The bilateral nature of barbell training is a feature, not a bug. Stability is generated by the bilateral symmetry, and strength can improve far more quickly and safely if the movement pattern is inherently stable and heavier loads can be progressively applied. If my bench, press, and chins go up in load, everything I can do with one hand goes up too. And if your strength goes up, you'll also be more comfortable in an unstable position with a 20-pound dumbbell without having to embarrass yourself by doing it in public.

The Bottom Line

If I split the body into smaller pieces, I cannot use as much weight as I can when the whole body is used at the same time, and strength is only increased and measured by the increase in the weight you lift. A dumbbell split squat cannot make you stronger, because it is not heavy enough to challenge your current level of strength unless you have just not been training. But if your deadlift goes up, your whole body gets stronger, and we know how to make your deadlift go up – you just add 5 pounds per workout. It really is that simple, and this obvious fact is completely ignored by the current fad known as “functional training.”

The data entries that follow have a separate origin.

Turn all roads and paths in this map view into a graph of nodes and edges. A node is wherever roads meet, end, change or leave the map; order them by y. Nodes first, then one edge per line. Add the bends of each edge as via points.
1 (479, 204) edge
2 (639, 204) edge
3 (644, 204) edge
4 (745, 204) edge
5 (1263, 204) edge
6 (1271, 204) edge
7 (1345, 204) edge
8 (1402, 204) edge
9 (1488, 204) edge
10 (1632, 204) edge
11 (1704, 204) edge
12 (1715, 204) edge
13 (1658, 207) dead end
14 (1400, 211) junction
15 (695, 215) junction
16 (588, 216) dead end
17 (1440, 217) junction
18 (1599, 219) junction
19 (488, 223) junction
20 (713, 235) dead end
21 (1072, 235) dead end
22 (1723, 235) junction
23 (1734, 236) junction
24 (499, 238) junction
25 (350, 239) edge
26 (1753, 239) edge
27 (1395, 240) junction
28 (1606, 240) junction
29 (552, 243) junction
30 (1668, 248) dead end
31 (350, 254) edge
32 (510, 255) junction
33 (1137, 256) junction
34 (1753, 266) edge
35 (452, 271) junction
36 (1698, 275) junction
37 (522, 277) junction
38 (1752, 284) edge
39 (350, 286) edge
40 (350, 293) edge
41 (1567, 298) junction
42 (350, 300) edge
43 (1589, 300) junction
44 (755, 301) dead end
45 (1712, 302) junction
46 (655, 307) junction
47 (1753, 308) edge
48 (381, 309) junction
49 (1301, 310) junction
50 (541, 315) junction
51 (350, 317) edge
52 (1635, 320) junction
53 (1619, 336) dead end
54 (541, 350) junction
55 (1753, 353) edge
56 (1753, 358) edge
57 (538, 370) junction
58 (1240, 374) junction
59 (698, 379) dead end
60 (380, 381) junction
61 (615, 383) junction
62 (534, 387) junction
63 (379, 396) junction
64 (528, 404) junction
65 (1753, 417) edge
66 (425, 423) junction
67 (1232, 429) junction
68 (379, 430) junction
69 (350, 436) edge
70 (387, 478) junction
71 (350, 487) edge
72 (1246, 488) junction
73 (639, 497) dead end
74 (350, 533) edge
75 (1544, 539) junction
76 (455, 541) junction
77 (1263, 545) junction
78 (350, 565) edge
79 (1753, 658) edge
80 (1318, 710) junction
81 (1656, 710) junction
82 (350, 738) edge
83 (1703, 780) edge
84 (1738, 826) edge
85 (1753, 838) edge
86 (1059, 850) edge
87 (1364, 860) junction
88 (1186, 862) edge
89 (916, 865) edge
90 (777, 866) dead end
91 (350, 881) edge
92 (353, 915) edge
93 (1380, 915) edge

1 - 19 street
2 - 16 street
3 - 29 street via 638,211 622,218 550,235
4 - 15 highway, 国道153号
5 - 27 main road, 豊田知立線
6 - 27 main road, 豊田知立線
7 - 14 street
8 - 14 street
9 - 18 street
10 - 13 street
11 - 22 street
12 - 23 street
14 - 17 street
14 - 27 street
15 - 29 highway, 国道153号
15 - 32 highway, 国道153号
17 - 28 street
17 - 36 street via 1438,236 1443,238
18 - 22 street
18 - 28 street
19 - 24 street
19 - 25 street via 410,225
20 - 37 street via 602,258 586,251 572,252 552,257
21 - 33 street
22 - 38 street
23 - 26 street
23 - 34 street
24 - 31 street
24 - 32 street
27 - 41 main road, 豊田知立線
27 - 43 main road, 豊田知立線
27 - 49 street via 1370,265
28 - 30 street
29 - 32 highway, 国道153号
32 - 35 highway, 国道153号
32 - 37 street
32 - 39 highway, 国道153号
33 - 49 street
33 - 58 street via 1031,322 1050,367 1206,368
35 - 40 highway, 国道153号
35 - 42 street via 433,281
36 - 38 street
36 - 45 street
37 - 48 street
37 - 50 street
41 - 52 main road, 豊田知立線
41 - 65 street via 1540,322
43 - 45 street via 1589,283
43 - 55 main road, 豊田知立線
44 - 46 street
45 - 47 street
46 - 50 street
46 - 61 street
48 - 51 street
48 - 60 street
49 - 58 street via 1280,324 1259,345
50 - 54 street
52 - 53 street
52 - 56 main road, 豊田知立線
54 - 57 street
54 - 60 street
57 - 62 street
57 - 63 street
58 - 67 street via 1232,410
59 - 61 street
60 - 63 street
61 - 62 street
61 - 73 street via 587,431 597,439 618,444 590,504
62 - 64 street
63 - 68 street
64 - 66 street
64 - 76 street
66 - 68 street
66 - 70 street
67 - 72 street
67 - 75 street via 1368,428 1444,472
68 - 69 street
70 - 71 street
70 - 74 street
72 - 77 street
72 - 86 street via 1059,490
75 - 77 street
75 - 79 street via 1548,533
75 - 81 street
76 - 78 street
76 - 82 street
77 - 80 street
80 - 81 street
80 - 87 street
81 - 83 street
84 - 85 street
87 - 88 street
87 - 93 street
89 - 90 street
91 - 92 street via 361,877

All of the barbell exercises use sets of 5 reps because 5s work better for building strength – and therefore size – than any other approach, as decades of experience has shown. Singles are too heavy to accumulate sufficient total tonnage under the bar within a workout, and do not allow for enough technique practice. Higher reps – 8 or more – uses too light a weight to produce the intensity necessary for a strength adaptation, and the fatigue that accompanies high reps predisposes to technique errors at the end of the set. The sweet spot is 5 reps, and entire lifting careers have been built on 5s for decades.

All the exercises are performed for 3 sets of 5 across (using the same weight), with the exception of the deadlift which uses only one heavy set. Again, experience guides these numbers, and if you don't believe them you are hereby invited to sidetrack yourself and rediscover the rules, again.

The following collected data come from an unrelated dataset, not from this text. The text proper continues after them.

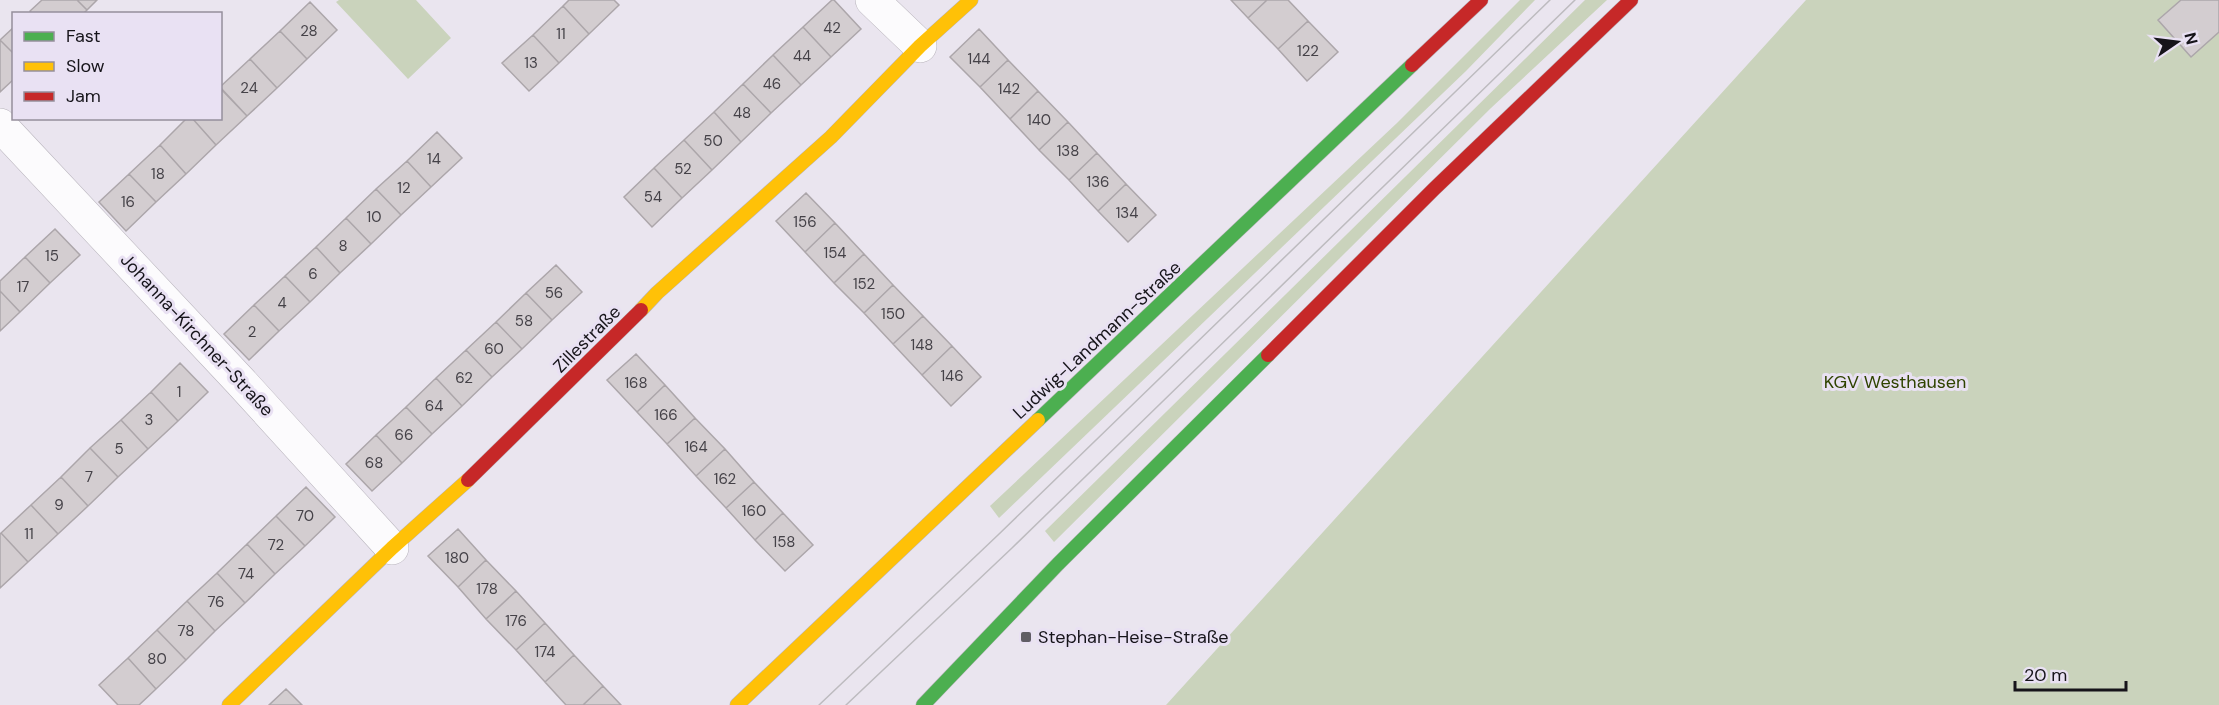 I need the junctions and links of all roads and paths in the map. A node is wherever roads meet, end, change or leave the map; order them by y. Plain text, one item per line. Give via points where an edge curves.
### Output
1 (872, 0) edge
2 (971, 0) edge
3 (1481, 0) edge
4 (1631, 0) edge
5 (920, 46) junction
6 (0, 125) edge
7 (392, 548) junction
8 (229, 705) edge
9 (737, 705) edge
10 (923, 705) edge

1 - 5 street
2 - 5 main road, Zillestraße
3 - 9 main road, Ludwig-Landmann-Straße
4 - 10 main road via 1434,189 1058,564
5 - 7 main road, Zillestraße via 831,137 657,293 488,461
6 - 7 street, Johanna-Kirchner-Straße
7 - 8 main road, Zillestraße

The programming is also very simple, designed to gradually and incrementally accumulate a force production adaptation. For deadlifts and squats, the first 4-5 workouts increase 10 pounds on the work sets, and then go back to 5-pound jumps for several months of uninterrupted progress. The pressing exercises limited by smaller amounts of muscle mass start with 5-pound increases and then drop back to 2-3 pound jumps. The entire purpose of the first few months of training is to increase the weight on the bar every workout. If the weight goes up, force production has gone up, and therefore strength has improved. And if the weight can go up every workout, anything else is wasting time.

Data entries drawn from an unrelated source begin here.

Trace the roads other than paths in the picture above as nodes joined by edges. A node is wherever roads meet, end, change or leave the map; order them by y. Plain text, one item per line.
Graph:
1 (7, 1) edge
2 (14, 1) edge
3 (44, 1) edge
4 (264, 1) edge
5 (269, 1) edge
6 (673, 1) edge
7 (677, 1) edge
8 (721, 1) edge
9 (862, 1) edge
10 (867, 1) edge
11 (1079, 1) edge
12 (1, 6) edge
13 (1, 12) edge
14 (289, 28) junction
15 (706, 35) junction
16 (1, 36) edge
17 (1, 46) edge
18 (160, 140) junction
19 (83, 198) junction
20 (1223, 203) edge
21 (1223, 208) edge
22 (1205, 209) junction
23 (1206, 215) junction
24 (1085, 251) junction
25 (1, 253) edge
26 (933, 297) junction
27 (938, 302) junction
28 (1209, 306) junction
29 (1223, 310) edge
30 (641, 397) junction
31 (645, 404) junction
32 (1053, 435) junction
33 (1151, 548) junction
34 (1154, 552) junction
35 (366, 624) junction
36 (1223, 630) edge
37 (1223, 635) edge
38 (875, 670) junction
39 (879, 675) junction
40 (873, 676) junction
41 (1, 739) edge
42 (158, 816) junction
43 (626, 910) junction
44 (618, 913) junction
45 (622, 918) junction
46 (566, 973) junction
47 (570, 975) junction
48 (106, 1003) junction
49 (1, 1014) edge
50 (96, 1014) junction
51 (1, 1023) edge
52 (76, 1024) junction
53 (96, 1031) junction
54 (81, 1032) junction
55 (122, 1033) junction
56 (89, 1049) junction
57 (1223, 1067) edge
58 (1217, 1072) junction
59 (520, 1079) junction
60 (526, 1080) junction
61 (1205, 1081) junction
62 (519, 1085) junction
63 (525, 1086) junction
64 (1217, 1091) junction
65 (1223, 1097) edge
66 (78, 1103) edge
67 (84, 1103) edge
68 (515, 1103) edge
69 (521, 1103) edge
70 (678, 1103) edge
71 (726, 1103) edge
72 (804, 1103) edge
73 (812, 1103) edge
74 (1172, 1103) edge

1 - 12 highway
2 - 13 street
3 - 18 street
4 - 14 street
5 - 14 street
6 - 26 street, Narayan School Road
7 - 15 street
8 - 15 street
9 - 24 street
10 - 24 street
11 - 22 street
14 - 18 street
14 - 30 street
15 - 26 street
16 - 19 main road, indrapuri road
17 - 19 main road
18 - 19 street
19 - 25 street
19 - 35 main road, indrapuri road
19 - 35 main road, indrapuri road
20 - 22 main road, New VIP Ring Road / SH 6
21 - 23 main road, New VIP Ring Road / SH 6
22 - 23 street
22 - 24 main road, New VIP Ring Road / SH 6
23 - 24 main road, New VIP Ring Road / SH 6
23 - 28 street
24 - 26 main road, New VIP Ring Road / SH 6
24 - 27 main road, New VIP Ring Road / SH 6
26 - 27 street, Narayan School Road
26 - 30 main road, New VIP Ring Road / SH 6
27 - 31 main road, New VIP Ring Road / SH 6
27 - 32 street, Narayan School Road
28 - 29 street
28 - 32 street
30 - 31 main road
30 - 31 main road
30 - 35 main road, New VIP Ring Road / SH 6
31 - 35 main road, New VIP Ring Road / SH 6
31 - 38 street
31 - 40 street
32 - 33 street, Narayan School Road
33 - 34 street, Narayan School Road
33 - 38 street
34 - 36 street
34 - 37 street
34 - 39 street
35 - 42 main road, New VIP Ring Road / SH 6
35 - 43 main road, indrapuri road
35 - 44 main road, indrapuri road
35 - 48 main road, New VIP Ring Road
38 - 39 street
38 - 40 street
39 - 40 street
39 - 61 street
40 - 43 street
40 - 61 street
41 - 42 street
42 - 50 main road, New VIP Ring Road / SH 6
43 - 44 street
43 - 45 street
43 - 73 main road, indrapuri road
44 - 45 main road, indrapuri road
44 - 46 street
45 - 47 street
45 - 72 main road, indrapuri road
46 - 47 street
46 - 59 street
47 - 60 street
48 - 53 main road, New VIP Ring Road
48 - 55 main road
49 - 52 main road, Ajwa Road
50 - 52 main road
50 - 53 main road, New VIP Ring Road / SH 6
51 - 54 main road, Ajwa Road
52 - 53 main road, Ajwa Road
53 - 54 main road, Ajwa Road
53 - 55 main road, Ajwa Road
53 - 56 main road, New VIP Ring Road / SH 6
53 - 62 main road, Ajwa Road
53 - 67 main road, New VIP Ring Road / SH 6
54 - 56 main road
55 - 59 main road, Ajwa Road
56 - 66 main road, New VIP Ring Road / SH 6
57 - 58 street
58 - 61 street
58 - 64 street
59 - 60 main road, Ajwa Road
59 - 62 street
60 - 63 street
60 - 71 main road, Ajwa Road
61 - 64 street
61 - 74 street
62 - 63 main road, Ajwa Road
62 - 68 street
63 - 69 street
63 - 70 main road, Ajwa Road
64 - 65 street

The important thing to understand here is that there is a logical way to approach the problem, just like there is a logical way to approach every problem. First, define the problem: you need to be stronger than you are now. Second, what is Strength? Strength is the production of force against resistance. Third, what does being stronger require? The production of more force, i.e. lifting heavier weights.

Finally, what is the most efficient and effective way to do this? Loaded basic human movement patterns using incrementally progressive loads on a barbell over a long period of time. Execute the movement patterns correctly, take appropriate increases in load on the bar, eat and sleep well enough to manage recovery from the stress, and don't miss workouts.

And that is all: no running, no “assistance exercises,” no extra sets, no sets to failure, no situps, no back extensions, no unnecessary stretching. Calculate your next workout based on the one you just did, follow the pattern, lift the weights you're supposed to lift, and repeat this process until it stops working after several months of steady progress. After that it gets a little more complicated, but not much.

Most problems are not as complicated as some people would like them to be. Complexity sells, and you can usually buy it if you want to. But complexity for its own sake is just a business model, and has very little to do with training, as you can see.